In conclusion, the onset of deciduous caries occurs early and progresses quickly. Baseline dmft is a good predictor of future caries. Children with baseline caries-free status, baseline dmft >0, and baseline dmft ≥3 represent different caries risk levels to some extent, and they should be treated with preventive interventions of different intensities and frequencies. Among children without baseline caries, the maintenance of favorable oral hygiene status is of positive significance for the prevention of future caries. Measures to prevent caries on smooth surfaces, such as topical fluoridation, changing feeding habits and popularizing dental floss use, should be applied to all preschoolers whether they are caries-free at baseline or not. Preschoolers with caries at baseline may be given priority for pit and fissure sealing. Appropriate prevention strategies should be made according to baseline caries prevalence, preventive resources and economic development of the study area. This study was a preliminary exploration to establish a caries risk model for preschoolers in northern Guangdong.

Abbreviations

DI-S, simplified debris index; dmft, decayed, missing, filled tooth; Δdmft, one-year increase in dmft; CPI, community periodontal index; CI(s), confidence interval(s); RR(s), risk ratio(s); SD, standard deviation; dmfs, decayed, missing, filled tooth surface; ECC, early childhood caries.

Ethical Approval and Consent to Participate

The study passed ethical review by the Ethics Committee of the Stomatological Hospital, Southern Medical University (Approval No. 2019-01). This study was conducted in accordance with the Declaration of Helsinki.

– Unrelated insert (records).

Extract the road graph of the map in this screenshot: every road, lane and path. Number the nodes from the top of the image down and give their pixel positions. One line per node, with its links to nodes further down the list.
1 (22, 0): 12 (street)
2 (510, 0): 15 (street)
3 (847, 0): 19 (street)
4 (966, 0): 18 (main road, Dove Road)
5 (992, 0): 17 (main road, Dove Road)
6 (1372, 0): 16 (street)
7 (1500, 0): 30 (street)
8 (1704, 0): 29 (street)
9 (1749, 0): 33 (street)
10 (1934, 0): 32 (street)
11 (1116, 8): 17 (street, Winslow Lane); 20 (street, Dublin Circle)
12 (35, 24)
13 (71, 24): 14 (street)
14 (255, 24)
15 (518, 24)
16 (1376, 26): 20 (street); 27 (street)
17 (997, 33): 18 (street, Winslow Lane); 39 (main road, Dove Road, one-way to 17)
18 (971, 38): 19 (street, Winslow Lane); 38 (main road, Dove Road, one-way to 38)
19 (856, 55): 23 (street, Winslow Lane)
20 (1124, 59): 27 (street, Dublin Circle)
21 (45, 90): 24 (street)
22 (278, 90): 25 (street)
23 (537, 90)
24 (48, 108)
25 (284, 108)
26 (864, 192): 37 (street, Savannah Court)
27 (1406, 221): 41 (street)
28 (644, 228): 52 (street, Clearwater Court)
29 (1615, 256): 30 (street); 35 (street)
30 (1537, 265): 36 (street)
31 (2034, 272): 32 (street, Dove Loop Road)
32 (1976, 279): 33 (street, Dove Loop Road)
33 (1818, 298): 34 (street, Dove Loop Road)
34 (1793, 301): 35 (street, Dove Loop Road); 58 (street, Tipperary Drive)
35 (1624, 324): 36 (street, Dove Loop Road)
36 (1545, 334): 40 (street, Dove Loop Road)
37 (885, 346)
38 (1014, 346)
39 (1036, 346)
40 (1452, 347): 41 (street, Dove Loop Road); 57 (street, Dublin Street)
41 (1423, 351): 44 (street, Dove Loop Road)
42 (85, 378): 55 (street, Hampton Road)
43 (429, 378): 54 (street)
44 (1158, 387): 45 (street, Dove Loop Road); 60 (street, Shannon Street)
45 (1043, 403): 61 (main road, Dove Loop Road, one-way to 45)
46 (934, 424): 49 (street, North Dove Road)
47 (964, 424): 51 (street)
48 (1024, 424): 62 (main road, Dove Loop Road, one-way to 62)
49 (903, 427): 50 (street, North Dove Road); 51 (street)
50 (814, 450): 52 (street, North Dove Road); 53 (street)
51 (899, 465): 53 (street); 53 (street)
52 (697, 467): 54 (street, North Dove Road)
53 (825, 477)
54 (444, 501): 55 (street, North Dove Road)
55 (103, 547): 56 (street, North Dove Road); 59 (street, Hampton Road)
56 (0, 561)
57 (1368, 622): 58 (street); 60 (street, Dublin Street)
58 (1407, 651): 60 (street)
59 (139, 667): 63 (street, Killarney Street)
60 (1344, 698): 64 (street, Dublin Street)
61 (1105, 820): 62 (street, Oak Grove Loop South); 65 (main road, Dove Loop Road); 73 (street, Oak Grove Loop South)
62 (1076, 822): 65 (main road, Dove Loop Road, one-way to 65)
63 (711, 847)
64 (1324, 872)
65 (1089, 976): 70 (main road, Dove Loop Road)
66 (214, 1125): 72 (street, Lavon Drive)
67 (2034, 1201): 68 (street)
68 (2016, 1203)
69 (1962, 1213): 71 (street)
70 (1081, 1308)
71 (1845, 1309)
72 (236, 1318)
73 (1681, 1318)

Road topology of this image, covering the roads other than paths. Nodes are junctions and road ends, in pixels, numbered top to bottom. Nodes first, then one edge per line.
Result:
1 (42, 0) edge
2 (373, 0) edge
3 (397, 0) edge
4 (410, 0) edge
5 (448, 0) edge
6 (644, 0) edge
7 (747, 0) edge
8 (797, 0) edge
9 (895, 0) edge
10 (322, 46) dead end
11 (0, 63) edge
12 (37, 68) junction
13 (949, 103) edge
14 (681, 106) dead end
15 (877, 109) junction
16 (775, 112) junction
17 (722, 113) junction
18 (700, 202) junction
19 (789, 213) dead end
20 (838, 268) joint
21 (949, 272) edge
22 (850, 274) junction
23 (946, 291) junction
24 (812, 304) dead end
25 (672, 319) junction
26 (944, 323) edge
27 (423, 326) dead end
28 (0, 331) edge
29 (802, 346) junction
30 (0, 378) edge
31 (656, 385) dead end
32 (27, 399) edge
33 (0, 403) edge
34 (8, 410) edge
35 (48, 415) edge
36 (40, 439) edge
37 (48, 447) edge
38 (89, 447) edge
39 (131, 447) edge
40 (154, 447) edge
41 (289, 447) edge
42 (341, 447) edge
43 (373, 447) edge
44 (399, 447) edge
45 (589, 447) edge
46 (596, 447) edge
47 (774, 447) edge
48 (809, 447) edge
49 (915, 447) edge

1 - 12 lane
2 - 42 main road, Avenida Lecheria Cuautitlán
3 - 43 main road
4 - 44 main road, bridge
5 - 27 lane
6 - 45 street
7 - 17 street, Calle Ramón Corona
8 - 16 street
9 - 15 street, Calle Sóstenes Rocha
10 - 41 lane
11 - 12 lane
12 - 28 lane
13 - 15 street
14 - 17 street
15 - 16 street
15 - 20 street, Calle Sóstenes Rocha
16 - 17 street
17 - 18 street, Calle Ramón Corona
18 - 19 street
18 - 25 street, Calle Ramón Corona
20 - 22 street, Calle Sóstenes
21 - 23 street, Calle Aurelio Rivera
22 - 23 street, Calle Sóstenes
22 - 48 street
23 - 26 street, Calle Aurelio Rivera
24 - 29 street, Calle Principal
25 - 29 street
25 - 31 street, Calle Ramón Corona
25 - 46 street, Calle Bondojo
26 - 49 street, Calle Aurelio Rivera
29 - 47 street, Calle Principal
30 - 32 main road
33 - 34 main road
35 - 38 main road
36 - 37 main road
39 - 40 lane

The legal guardians of all children signed informed consent documents before the beginning of the study.

Acknowledgments

The authors would like to thank all of the children and their parents/grandparents, and all the staff who participated in the survey.

Author Contributions

All authors made significant contributions to the work reported, whether that is in the conception, study design, execution, acquisition of data, analysis and interpretation, or in all these areas; took part in drafting, substantially revising or critically reviewing the article; gave final approval of the version to be published; have agreed on the journal to which the article has been submitted; and agreed to take responsibility and be accountable for all aspects of the work.

Funding

This work was funded by Guangzhou Science and Technology Bureau Project- “Caries Prevention Platform and Network Construction Based on Internet + Health Care” (201903010038). The Clinical Research Startup Program of Southern Medical University by High-level University Construction Funding of Guangdong Provincial Department of Education (LC2017PY001) also provided support for this study.

Disclosure

The authors declare no conflicts of interest in this work.